Report how many lines in the records carry the string "graph", and give no further text.

══ Data for the task ══

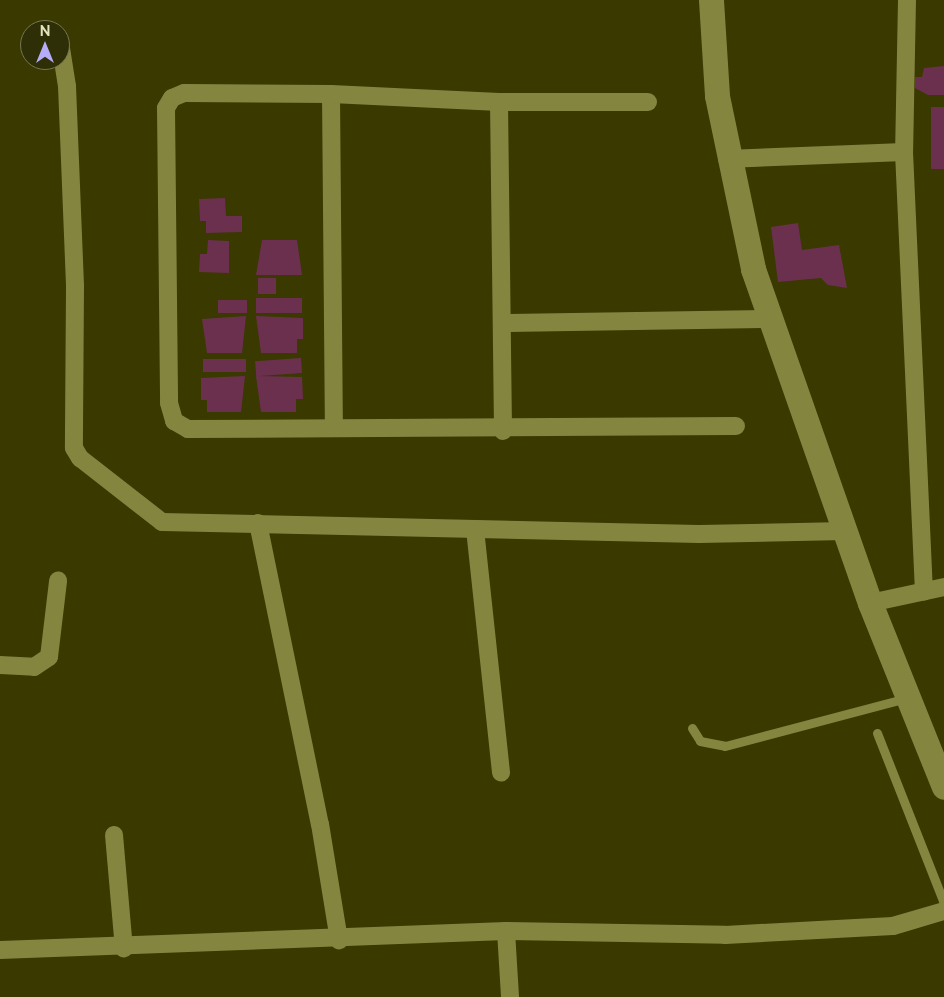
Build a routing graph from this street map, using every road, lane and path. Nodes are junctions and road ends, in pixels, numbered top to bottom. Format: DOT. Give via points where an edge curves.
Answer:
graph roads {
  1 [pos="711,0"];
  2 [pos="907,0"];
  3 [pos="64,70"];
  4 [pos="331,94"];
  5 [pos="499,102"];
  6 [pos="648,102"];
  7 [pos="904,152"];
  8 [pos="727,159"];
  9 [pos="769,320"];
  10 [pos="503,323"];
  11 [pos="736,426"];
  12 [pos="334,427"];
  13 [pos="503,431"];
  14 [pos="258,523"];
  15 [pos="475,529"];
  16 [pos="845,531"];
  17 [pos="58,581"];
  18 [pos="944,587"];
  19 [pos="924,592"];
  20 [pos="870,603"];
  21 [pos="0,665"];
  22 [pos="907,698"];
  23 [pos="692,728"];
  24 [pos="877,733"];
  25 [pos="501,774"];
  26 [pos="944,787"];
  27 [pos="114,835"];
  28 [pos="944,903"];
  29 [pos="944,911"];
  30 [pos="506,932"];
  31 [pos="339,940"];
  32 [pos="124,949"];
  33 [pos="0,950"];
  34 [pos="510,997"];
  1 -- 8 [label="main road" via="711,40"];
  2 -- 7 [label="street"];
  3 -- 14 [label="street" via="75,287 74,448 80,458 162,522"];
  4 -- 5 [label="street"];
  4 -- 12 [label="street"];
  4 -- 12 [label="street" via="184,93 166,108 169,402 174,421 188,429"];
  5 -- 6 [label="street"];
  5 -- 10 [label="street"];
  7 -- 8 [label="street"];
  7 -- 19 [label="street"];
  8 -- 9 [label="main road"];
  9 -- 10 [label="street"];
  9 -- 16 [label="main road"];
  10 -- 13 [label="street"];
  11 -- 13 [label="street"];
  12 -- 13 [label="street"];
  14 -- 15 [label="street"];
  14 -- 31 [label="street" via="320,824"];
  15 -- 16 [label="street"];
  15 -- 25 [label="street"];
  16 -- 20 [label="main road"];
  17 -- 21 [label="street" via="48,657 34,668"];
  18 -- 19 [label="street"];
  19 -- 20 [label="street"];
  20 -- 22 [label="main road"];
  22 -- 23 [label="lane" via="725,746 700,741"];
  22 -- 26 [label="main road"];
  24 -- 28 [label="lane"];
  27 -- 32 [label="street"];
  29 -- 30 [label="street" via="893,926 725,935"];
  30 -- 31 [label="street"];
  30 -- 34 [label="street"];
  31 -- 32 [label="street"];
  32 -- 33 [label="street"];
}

═══

■ Solved exercise
2